Il Consiglio comunale di Trieste ha discusso il 27 luglio scorso del parere sulla valutazione d’impatto ambientale (VIA) del progetto Tav locale. La Giunta (centrosinistra) aveva deliberato un parere favorevole (con alcune “prescrizioni”, che non hanno la minima influenza sull’insieme, va detto), parere poi approvato dal Consiglio comunale con 15 voti favorevoli (PD, FLI, Trieste cambia e Libertà civica, più il Sindaco), 8 contrari (Federazione Sinistra, Movimento 5 stelle, IDV e SEL), 11 astenuti (Altra Trieste, Lega Nord, PDL, Lista Di Piazza e una consigliera del PD). Assenti 7, che, come usava dire mio padre, essendo assenti hanno sempre torto…
Si potrebbero fare moltissime riflessioni, a partire dal vecchio slogan dei tempi del cosiddetto “governo dell’astensione”, quando il governo Andreotti poté governare solo grazie all’astensione dal voto di fiducia del PCI (citazione “Andreotti è una carogna, astenersi una vergogna”, dove chi scrive si dissocia dal pesante epiteto rivolto al Nostro senatore a vita), così come caliamo un velo pietoso sulla posizione della Giunta che ha detto di essere contraria all’Alta velocità ma non all’Alta capacità e quindi è favorevole al progetto, come se il problema fosse quali treni facciamo girare e non invece il progetto devastante che non dipende dal tipo di treni che lo useranno.

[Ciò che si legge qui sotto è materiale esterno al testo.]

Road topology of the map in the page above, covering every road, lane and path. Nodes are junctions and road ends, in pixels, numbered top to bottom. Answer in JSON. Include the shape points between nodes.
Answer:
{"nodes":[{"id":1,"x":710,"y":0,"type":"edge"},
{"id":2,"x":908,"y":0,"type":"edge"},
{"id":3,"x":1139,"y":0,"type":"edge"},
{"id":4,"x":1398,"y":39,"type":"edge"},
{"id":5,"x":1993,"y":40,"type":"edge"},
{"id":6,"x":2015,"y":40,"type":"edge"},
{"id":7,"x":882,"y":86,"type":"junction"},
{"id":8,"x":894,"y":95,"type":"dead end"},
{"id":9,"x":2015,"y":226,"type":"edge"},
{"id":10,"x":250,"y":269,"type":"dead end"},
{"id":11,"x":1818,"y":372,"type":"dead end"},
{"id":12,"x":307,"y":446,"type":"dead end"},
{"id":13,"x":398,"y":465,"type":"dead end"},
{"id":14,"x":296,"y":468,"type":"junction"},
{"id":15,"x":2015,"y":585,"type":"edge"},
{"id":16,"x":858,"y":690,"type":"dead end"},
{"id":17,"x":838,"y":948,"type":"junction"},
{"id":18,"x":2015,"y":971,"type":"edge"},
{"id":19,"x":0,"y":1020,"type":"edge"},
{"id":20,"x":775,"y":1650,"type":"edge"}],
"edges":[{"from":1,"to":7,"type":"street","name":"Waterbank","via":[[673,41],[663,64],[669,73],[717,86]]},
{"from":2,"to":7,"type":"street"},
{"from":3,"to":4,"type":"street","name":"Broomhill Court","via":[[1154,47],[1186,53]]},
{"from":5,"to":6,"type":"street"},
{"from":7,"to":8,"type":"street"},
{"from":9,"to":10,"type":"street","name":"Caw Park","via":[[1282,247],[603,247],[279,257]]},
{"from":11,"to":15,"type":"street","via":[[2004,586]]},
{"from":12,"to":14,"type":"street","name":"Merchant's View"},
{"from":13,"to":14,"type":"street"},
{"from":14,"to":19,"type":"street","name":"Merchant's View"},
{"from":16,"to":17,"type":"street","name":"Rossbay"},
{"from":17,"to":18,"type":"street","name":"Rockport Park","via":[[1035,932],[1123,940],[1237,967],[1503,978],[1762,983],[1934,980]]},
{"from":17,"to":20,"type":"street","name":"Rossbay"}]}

Riprendiamo invece una puntuale affermazione del consigliere del PD Stefano Ukmar (pro-Tav), il quale ha fatto notare che si stava ridiscutendo di una cosa di cui si era parlato già più di un anno fa. Forse per questo motivo nel suo intervento ha ripreso le affermazioni di quella volta, che puntualmente vi riproponiamo, per diritto di cronaca.
Ukmar ha ribadito che ad ogni progetto innovativo vi è sempre qualcuno contrario, per propri motivi personali ancorché degnissimi: ad esempio, quando si è costruita la prima ferrovia, la categoria dei maniscalchi era fermamente contraria, perché il treno avrebbe soppiantato i trasporti a cavallo e quindi i maniscalchi sarebbero rimasti senza lavoro. Oggi però si vede come i maniscalchi ebbero torto, e difatti oggi abbiamo le ferrovie e non ci sono più maniscalchi, soppiantati dal progresso. Ed infine chi è contrario alle innovazioni non ha mai ragione, perché chi ha ragione è chi riesce a cogliere il lato positivo dello sviluppo e portarlo avanti.
Con buona pace di Ukmar, vorremmo dirgli che oggi ad essere contrari all’alta velocità (o alta capacità, se il Sindaco preferisce) non sono i maniscalchi (categoria di tutto rispetto e tuttora esistente, anche se ovviamente non nella misura in cui lo era prima dell’avvento della ferrovia, ma anche delle automobili, degli aerei, delle moto e delle biciclette), ma gli ambientalisti e le persone di buon senso. Che la contrarietà al progetto Tav, checché ne pensi il consigliere Ukmar che ha raccomandato al movimento Notav di non farsi “strumentalizzare” (da chi, sarebbe interessante sapere, secondo Ukmar, che si è tenuto sul generico), non è motivata da interessi economici di una categoria che si vedrebbe soppiantata da una linea ad alta velocità, ma da chi si rende conto che spendere tutti quei soldi per creare un’opera tanto inutile economicamente quanto distruttiva del territorio e delle comunità sociali dove verrebbe realizzata è del tutto fuori luogo.
Nessuna strumentalizzazione, quindi: ma tanta solidarietà a chi in Val Susa lotta ogni giorno per difendere la propria terra dalla voracità di speculatori, costruttori, tecnici che in anni di progettazioni a vuoto hanno mangiato tanti di quei soldi che si sarebbe potuto rinnovare completamente il patrimonio ferroviario italiano.